#### What to work on:
Every entry needs to be written out again exactly.

#### Source records:
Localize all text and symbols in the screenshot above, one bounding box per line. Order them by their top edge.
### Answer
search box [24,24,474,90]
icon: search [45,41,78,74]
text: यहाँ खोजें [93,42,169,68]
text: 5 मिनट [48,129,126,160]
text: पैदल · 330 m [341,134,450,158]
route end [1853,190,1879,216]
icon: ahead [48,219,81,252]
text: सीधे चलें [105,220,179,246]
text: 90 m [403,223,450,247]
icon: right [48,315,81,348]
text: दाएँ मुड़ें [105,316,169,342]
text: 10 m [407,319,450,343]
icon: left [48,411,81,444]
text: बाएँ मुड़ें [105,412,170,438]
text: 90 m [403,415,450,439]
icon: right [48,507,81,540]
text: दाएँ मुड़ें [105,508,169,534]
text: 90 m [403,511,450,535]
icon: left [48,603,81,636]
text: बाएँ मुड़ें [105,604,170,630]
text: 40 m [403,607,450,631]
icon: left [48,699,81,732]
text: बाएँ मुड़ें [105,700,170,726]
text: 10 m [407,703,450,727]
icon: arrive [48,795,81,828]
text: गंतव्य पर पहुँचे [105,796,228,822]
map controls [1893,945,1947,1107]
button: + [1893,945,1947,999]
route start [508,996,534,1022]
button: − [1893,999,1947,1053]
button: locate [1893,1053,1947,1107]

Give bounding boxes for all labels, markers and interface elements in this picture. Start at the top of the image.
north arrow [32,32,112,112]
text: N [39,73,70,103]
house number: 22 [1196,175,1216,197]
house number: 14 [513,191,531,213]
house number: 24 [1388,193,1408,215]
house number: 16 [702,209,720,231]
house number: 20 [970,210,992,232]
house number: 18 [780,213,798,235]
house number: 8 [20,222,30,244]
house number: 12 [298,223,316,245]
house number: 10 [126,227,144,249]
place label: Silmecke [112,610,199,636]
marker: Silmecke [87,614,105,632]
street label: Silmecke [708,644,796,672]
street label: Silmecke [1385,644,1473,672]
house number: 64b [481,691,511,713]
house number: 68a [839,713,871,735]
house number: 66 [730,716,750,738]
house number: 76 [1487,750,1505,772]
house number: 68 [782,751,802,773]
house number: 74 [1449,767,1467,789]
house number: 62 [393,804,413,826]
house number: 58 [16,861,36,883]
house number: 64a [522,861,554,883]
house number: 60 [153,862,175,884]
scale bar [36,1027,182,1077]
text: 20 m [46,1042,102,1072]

#### Task answer:
Localize all text and symbols in the screenshot above, one bounding box per line. Order them by their top edge.
### Answer
search box [24,24,474,90]
icon: search [45,41,78,74]
text: यहाँ खोजें [93,42,169,68]
text: 5 मिनट [48,129,126,160]
text: पैदल · 330 m [341,134,450,158]
route end [1853,190,1879,216]
icon: ahead [48,219,81,252]
text: सीधे चलें [105,220,179,246]
text: 90 m [403,223,450,247]
icon: right [48,315,81,348]
text: दाएँ मुड़ें [105,316,169,342]
text: 10 m [407,319,450,343]
icon: left [48,411,81,444]
text: बाएँ मुड़ें [105,412,170,438]
text: 90 m [403,415,450,439]
icon: right [48,507,81,540]
text: दाएँ मुड़ें [105,508,169,534]
text: 90 m [403,511,450,535]
icon: left [48,603,81,636]
text: बाएँ मुड़ें [105,604,170,630]
text: 40 m [403,607,450,631]
icon: left [48,699,81,732]
text: बाएँ मुड़ें [105,700,170,726]
text: 10 m [407,703,450,727]
icon: arrive [48,795,81,828]
text: गंतव्य पर पहुँचे [105,796,228,822]
map controls [1893,945,1947,1107]
button: + [1893,945,1947,999]
route start [508,996,534,1022]
button: − [1893,999,1947,1053]
button: locate [1893,1053,1947,1107]

Give bounding boxes for all labels, markers and interface elements in this picture. Start at the top of the image.
north arrow [32,32,112,112]
text: N [39,73,70,103]
house number: 22 [1196,175,1216,197]
house number: 14 [513,191,531,213]
house number: 24 [1388,193,1408,215]
house number: 16 [702,209,720,231]
house number: 20 [970,210,992,232]
house number: 18 [780,213,798,235]
house number: 8 [20,222,30,244]
house number: 12 [298,223,316,245]
house number: 10 [126,227,144,249]
place label: Silmecke [112,610,199,636]
marker: Silmecke [87,614,105,632]
street label: Silmecke [708,644,796,672]
street label: Silmecke [1385,644,1473,672]
house number: 64b [481,691,511,713]
house number: 68a [839,713,871,735]
house number: 66 [730,716,750,738]
house number: 76 [1487,750,1505,772]
house number: 68 [782,751,802,773]
house number: 74 [1449,767,1467,789]
house number: 62 [393,804,413,826]
house number: 58 [16,861,36,883]
house number: 64a [522,861,554,883]
house number: 60 [153,862,175,884]
scale bar [36,1027,182,1077]
text: 20 m [46,1042,102,1072]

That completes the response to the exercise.